• _What you are asked to do_: Because the pictures are not wanted, give back only the exact text of every entry below.

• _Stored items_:
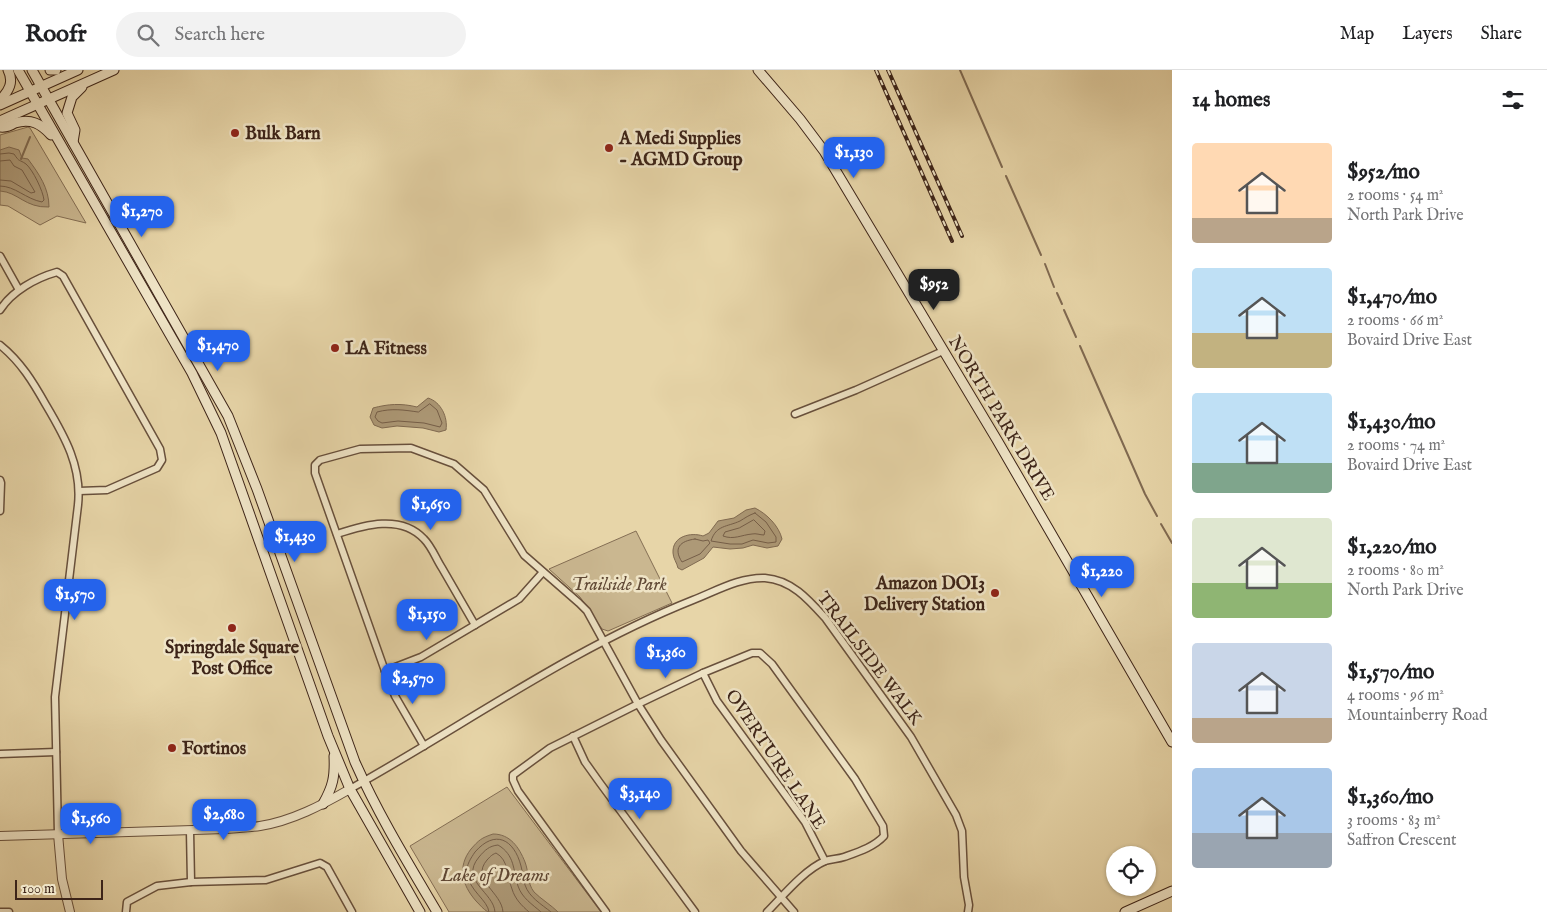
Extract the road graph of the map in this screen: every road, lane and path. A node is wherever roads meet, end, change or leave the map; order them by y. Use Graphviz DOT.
graph roads {
  1 [pos="8,70"];
  2 [pos="18,70"];
  3 [pos="32,70"];
  4 [pos="50,70"];
  5 [pos="56,70"];
  6 [pos="78,70"];
  7 [pos="114,70"];
  8 [pos="758,70"];
  9 [pos="89,81"];
  10 [pos="41,86"];
  11 [pos="30,92"];
  12 [pos="48,99"];
  13 [pos="0,100"];
  14 [pos="37,104"];
  15 [pos="0,105"];
  16 [pos="0,121"];
  17 [pos="0,127"];
  18 [pos="72,142"];
  19 [pos="62,148"];
  20 [pos="0,256"];
  21 [pos="19,290"];
  22 [pos="0,310"];
  23 [pos="0,345"];
  24 [pos="943,351"];
  25 [pos="795,414"];
  26 [pos="0,480"];
  27 [pos="242,487"];
  28 [pos="257,489"];
  29 [pos="79,491"];
  30 [pos="0,512"];
  31 [pos="337,534"];
  32 [pos="543,572"];
  33 [pos="475,626"];
  34 [pos="603,641"];
  35 [pos="385,671"];
  36 [pos="703,673"];
  37 [pos="638,704"];
  38 [pos="573,736"];
  39 [pos="1172,742"];
  40 [pos="424,746"];
  41 [pos="334,749"];
  42 [pos="56,752"];
  43 [pos="0,754"];
  44 [pos="363,781"];
  45 [pos="350,789"];
  46 [pos="323,804"];
  47 [pos="190,831"];
  48 [pos="58,834"];
  49 [pos="0,836"];
  50 [pos="826,861"];
  51 [pos="191,882"];
  52 [pos="1172,891"];
  53 [pos="782,898"];
  54 [pos="0,912"];
  55 [pos="9,912"];
  56 [pos="70,912"];
  57 [pos="126,912"];
  58 [pos="352,912"];
  59 [pos="420,912"];
  60 [pos="437,912"];
  61 [pos="606,912"];
  62 [pos="695,912"];
  63 [pos="767,912"];
  64 [pos="794,912"];
  65 [pos="968,912"];
  66 [pos="1125,912"];
  1 -- 13 [label="main road"];
  2 -- 11 [label="main road"];
  3 -- 10 [label="main road"];
  4 -- 5 [label="main road"];
  6 -- 10 [label="main road"];
  7 -- 9 [label="main road"];
  8 -- 24 [label="main road, NORTH PARK DRIVE"];
  9 -- 12 [label="main road"];
  9 -- 18 [label="main road"];
  10 -- 11 [label="main road"];
  10 -- 12 [label="main road"];
  11 -- 14 [label="main road"];
  11 -- 15 [label="main road"];
  12 -- 14 [label="main road"];
  12 -- 18 [label="main road"];
  14 -- 16 [label="main road"];
  14 -- 19 [label="main road"];
  17 -- 19 [label="main road"];
  18 -- 28 [label="main road"];
  19 -- 27 [label="main road"];
  20 -- 21 [label="street"];
  21 -- 22 [label="street"];
  21 -- 29 [label="street"];
  23 -- 29 [label="street"];
  24 -- 25 [label="street"];
  24 -- 39 [label="main road, NORTH PARK DRIVE"];
  26 -- 30 [label="street"];
  27 -- 28 [label="main road"];
  27 -- 41 [label="main road"];
  28 -- 44 [label="main road"];
  29 -- 42 [label="street"];
  31 -- 32 [label="street"];
  31 -- 33 [label="street"];
  31 -- 35 [label="street"];
  32 -- 33 [label="street"];
  32 -- 34 [label="street"];
  33 -- 35 [label="street"];
  34 -- 37 [label="street"];
  34 -- 40 [label="street, TRAILSIDE WALK"];
  34 -- 65 [label="street, TRAILSIDE WALK"];
  35 -- 40 [label="street"];
  36 -- 37 [label="street"];
  36 -- 50 [label="street, OVERTURE LANE"];
  36 -- 50 [label="street"];
  37 -- 38 [label="street"];
  37 -- 53 [label="street"];
  38 -- 61 [label="street"];
  38 -- 62 [label="street"];
  40 -- 44 [label="street, TRAILSIDE WALK"];
  41 -- 45 [label="main road"];
  41 -- 46 [label="main road"];
  42 -- 43 [label="street"];
  42 -- 48 [label="street"];
  44 -- 45 [label="street, TRAILSIDE WALK"];
  44 -- 60 [label="main road"];
  45 -- 46 [label="street"];
  45 -- 59 [label="main road"];
  46 -- 47 [label="street"];
  47 -- 48 [label="street"];
  47 -- 51 [label="street"];
  48 -- 49 [label="street"];
  48 -- 56 [label="street"];
  50 -- 53 [label="street"];
  51 -- 57 [label="street"];
  51 -- 58 [label="street"];
  52 -- 66 [label="main road"];
  53 -- 63 [label="street"];
  53 -- 64 [label="street"];
  54 -- 55 [label="street"];
}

• _Solution below_:
Extract the road graph of the map in this screen: every road, lane and path. A node is wherever roads meet, end, change or leave the map; order them by y. Use Graphviz DOT.
graph roads {
  1 [pos="8,70"];
  2 [pos="18,70"];
  3 [pos="32,70"];
  4 [pos="50,70"];
  5 [pos="56,70"];
  6 [pos="78,70"];
  7 [pos="114,70"];
  8 [pos="758,70"];
  9 [pos="89,81"];
  10 [pos="41,86"];
  11 [pos="30,92"];
  12 [pos="48,99"];
  13 [pos="0,100"];
  14 [pos="37,104"];
  15 [pos="0,105"];
  16 [pos="0,121"];
  17 [pos="0,127"];
  18 [pos="72,142"];
  19 [pos="62,148"];
  20 [pos="0,256"];
  21 [pos="19,290"];
  22 [pos="0,310"];
  23 [pos="0,345"];
  24 [pos="943,351"];
  25 [pos="795,414"];
  26 [pos="0,480"];
  27 [pos="242,487"];
  28 [pos="257,489"];
  29 [pos="79,491"];
  30 [pos="0,512"];
  31 [pos="337,534"];
  32 [pos="543,572"];
  33 [pos="475,626"];
  34 [pos="603,641"];
  35 [pos="385,671"];
  36 [pos="703,673"];
  37 [pos="638,704"];
  38 [pos="573,736"];
  39 [pos="1172,742"];
  40 [pos="424,746"];
  41 [pos="334,749"];
  42 [pos="56,752"];
  43 [pos="0,754"];
  44 [pos="363,781"];
  45 [pos="350,789"];
  46 [pos="323,804"];
  47 [pos="190,831"];
  48 [pos="58,834"];
  49 [pos="0,836"];
  50 [pos="826,861"];
  51 [pos="191,882"];
  52 [pos="1172,891"];
  53 [pos="782,898"];
  54 [pos="0,912"];
  55 [pos="9,912"];
  56 [pos="70,912"];
  57 [pos="126,912"];
  58 [pos="352,912"];
  59 [pos="420,912"];
  60 [pos="437,912"];
  61 [pos="606,912"];
  62 [pos="695,912"];
  63 [pos="767,912"];
  64 [pos="794,912"];
  65 [pos="968,912"];
  66 [pos="1125,912"];
  1 -- 13 [label="main road"];
  2 -- 11 [label="main road"];
  3 -- 10 [label="main road"];
  4 -- 5 [label="main road"];
  6 -- 10 [label="main road"];
  7 -- 9 [label="main road"];
  8 -- 24 [label="main road, NORTH PARK DRIVE"];
  9 -- 12 [label="main road"];
  9 -- 18 [label="main road"];
  10 -- 11 [label="main road"];
  10 -- 12 [label="main road"];
  11 -- 14 [label="main road"];
  11 -- 15 [label="main road"];
  12 -- 14 [label="main road"];
  12 -- 18 [label="main road"];
  14 -- 16 [label="main road"];
  14 -- 19 [label="main road"];
  17 -- 19 [label="main road"];
  18 -- 28 [label="main road"];
  19 -- 27 [label="main road"];
  20 -- 21 [label="street"];
  21 -- 22 [label="street"];
  21 -- 29 [label="street"];
  23 -- 29 [label="street"];
  24 -- 25 [label="street"];
  24 -- 39 [label="main road, NORTH PARK DRIVE"];
  26 -- 30 [label="street"];
  27 -- 28 [label="main road"];
  27 -- 41 [label="main road"];
  28 -- 44 [label="main road"];
  29 -- 42 [label="street"];
  31 -- 32 [label="street"];
  31 -- 33 [label="street"];
  31 -- 35 [label="street"];
  32 -- 33 [label="street"];
  32 -- 34 [label="street"];
  33 -- 35 [label="street"];
  34 -- 37 [label="street"];
  34 -- 40 [label="street, TRAILSIDE WALK"];
  34 -- 65 [label="street, TRAILSIDE WALK"];
  35 -- 40 [label="street"];
  36 -- 37 [label="street"];
  36 -- 50 [label="street, OVERTURE LANE"];
  36 -- 50 [label="street"];
  37 -- 38 [label="street"];
  37 -- 53 [label="street"];
  38 -- 61 [label="street"];
  38 -- 62 [label="street"];
  40 -- 44 [label="street, TRAILSIDE WALK"];
  41 -- 45 [label="main road"];
  41 -- 46 [label="main road"];
  42 -- 43 [label="street"];
  42 -- 48 [label="street"];
  44 -- 45 [label="street, TRAILSIDE WALK"];
  44 -- 60 [label="main road"];
  45 -- 46 [label="street"];
  45 -- 59 [label="main road"];
  46 -- 47 [label="street"];
  47 -- 48 [label="street"];
  47 -- 51 [label="street"];
  48 -- 49 [label="street"];
  48 -- 56 [label="street"];
  50 -- 53 [label="street"];
  51 -- 57 [label="street"];
  51 -- 58 [label="street"];
  52 -- 66 [label="main road"];
  53 -- 63 [label="street"];
  53 -- 64 [label="street"];
  54 -- 55 [label="street"];
}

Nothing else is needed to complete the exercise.